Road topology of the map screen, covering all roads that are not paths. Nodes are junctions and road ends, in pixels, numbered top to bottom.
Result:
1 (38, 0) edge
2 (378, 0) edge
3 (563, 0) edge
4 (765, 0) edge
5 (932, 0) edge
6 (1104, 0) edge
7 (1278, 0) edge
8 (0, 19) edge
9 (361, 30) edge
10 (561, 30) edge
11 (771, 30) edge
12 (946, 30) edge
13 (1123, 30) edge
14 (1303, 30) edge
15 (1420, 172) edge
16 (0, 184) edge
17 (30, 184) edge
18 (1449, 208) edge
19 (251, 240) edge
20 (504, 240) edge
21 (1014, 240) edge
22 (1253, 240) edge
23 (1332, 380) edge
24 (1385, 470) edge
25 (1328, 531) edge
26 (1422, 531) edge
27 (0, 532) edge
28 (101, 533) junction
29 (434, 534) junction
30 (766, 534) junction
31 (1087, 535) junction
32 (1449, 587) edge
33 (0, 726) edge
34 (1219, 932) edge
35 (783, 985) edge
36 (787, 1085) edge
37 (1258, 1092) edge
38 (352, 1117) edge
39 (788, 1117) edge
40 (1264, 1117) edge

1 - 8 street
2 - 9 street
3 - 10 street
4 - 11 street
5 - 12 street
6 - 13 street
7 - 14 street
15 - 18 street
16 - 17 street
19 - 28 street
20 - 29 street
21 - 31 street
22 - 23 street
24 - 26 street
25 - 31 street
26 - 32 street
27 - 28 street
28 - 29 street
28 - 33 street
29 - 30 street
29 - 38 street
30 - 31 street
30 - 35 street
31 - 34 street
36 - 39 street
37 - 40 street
++++++++++
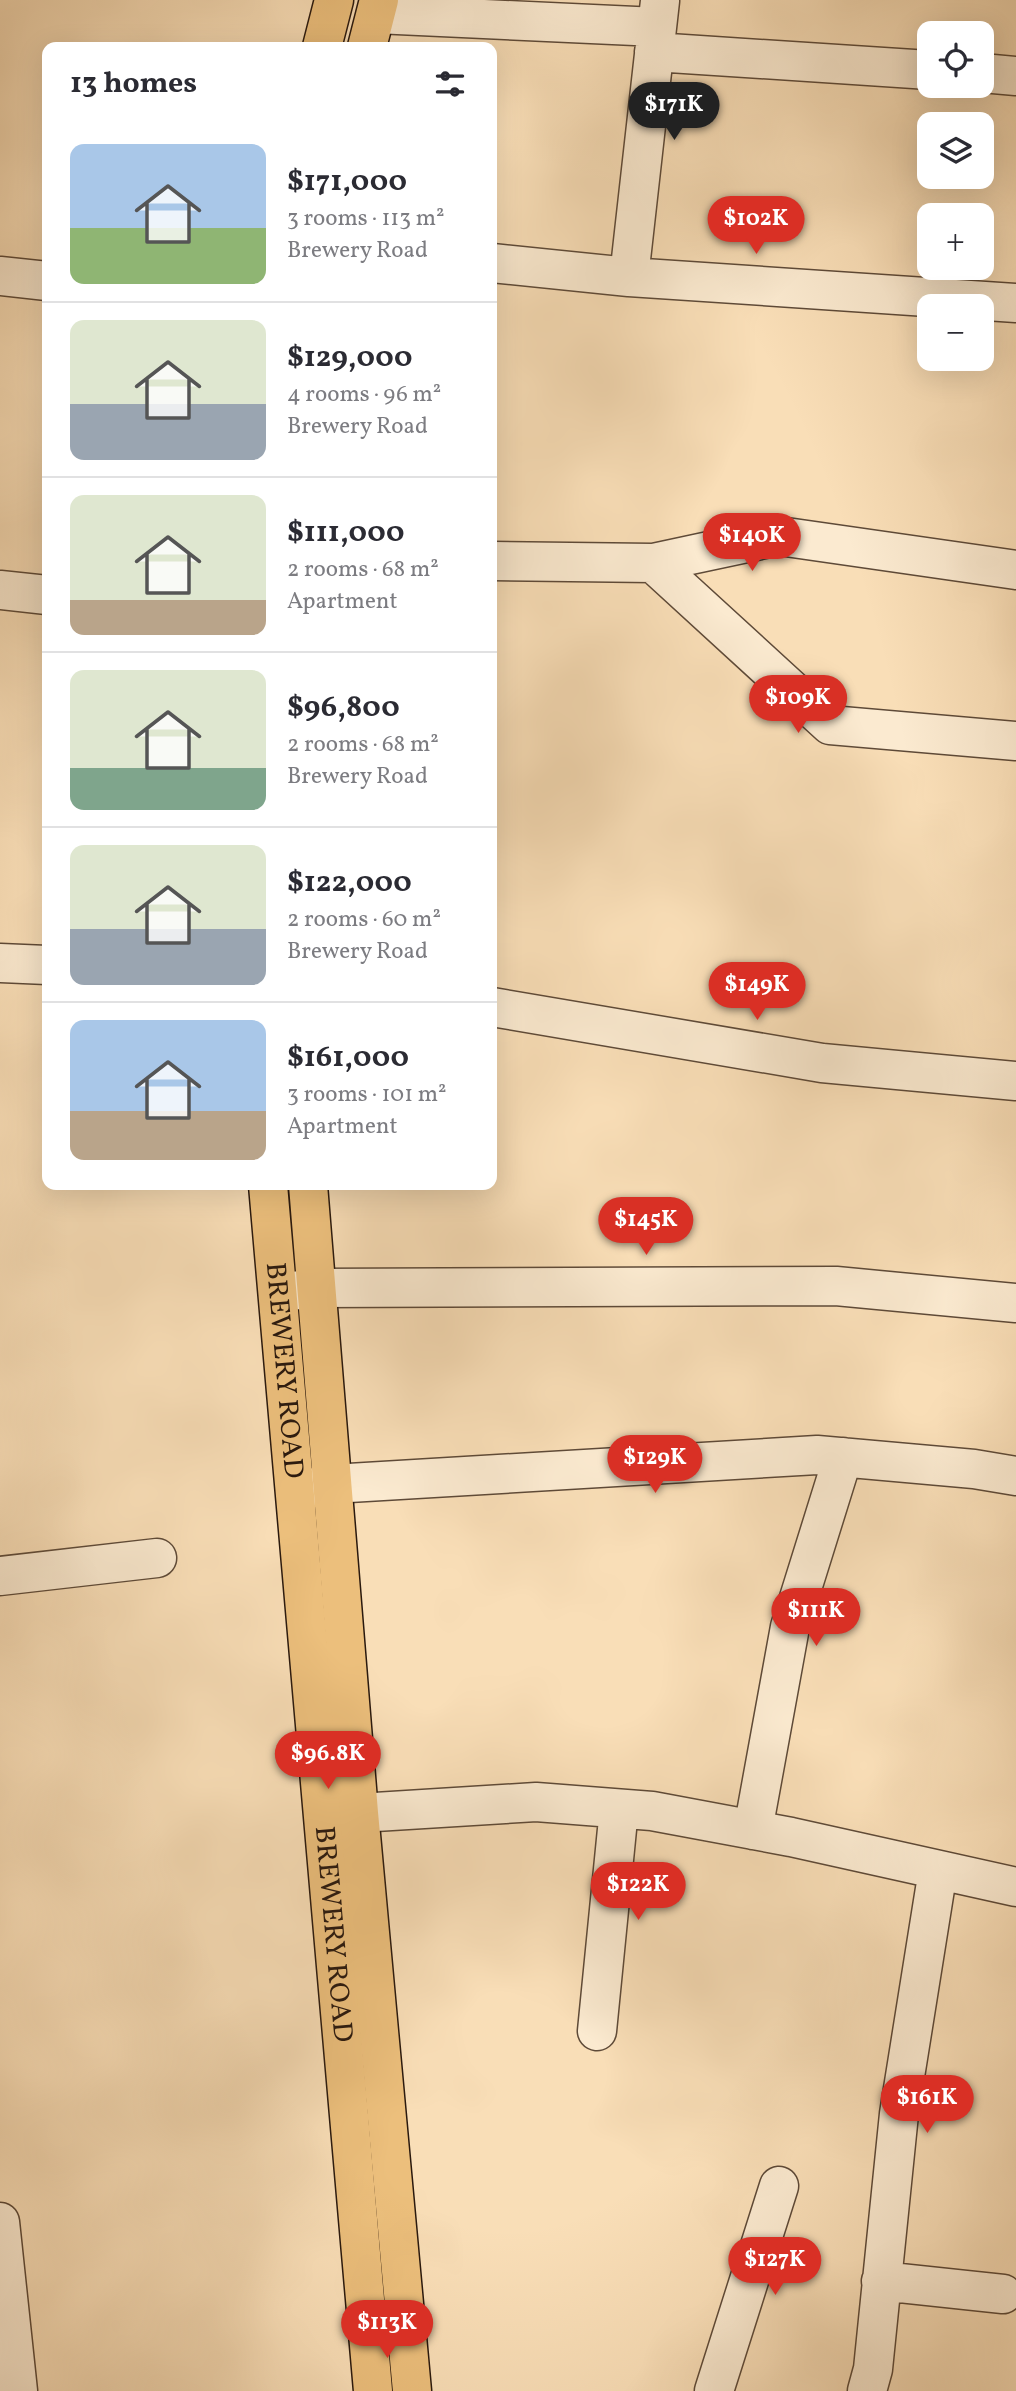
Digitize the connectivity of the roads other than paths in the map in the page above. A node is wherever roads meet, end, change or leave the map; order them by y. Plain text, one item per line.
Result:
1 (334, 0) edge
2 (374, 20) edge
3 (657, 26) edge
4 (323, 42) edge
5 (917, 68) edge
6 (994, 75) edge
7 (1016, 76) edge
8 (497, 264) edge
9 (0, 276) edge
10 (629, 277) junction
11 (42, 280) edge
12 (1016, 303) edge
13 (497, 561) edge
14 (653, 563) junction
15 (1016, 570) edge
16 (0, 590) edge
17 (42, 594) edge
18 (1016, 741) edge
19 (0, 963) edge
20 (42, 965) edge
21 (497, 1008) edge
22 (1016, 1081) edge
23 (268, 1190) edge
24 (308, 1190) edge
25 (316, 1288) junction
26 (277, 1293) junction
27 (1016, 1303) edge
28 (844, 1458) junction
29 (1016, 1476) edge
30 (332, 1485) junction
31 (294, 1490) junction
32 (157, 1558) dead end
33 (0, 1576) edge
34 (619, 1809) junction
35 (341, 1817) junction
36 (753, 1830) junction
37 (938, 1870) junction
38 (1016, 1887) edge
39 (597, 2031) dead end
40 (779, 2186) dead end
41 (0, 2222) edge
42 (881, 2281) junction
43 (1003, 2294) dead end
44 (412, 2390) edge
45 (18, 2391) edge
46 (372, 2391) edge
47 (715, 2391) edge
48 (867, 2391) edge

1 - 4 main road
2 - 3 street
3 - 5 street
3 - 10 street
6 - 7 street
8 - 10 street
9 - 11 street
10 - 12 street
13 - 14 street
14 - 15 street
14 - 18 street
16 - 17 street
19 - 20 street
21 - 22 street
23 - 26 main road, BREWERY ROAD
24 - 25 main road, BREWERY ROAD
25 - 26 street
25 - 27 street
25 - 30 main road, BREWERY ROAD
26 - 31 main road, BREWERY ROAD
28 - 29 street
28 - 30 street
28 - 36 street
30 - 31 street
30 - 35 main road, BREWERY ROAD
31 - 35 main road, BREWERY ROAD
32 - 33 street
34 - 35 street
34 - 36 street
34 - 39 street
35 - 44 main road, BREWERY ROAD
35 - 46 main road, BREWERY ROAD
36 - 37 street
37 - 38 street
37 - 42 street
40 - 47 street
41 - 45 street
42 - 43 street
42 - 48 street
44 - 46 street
++++++++++
→ YOUR GOAL
From the entries above, show each line that includes the string "roads".

→ ANSWER FOR THE TASK
Road topology of the map screen, covering all roads that are not paths. Nodes are junctions and road ends, in pixels, numbered top to bottom.
Digitize the connectivity of the roads other than paths in the map in the page above. A node is wherever roads meet, end, change or leave the map; order them by y. Plain text, one item per line.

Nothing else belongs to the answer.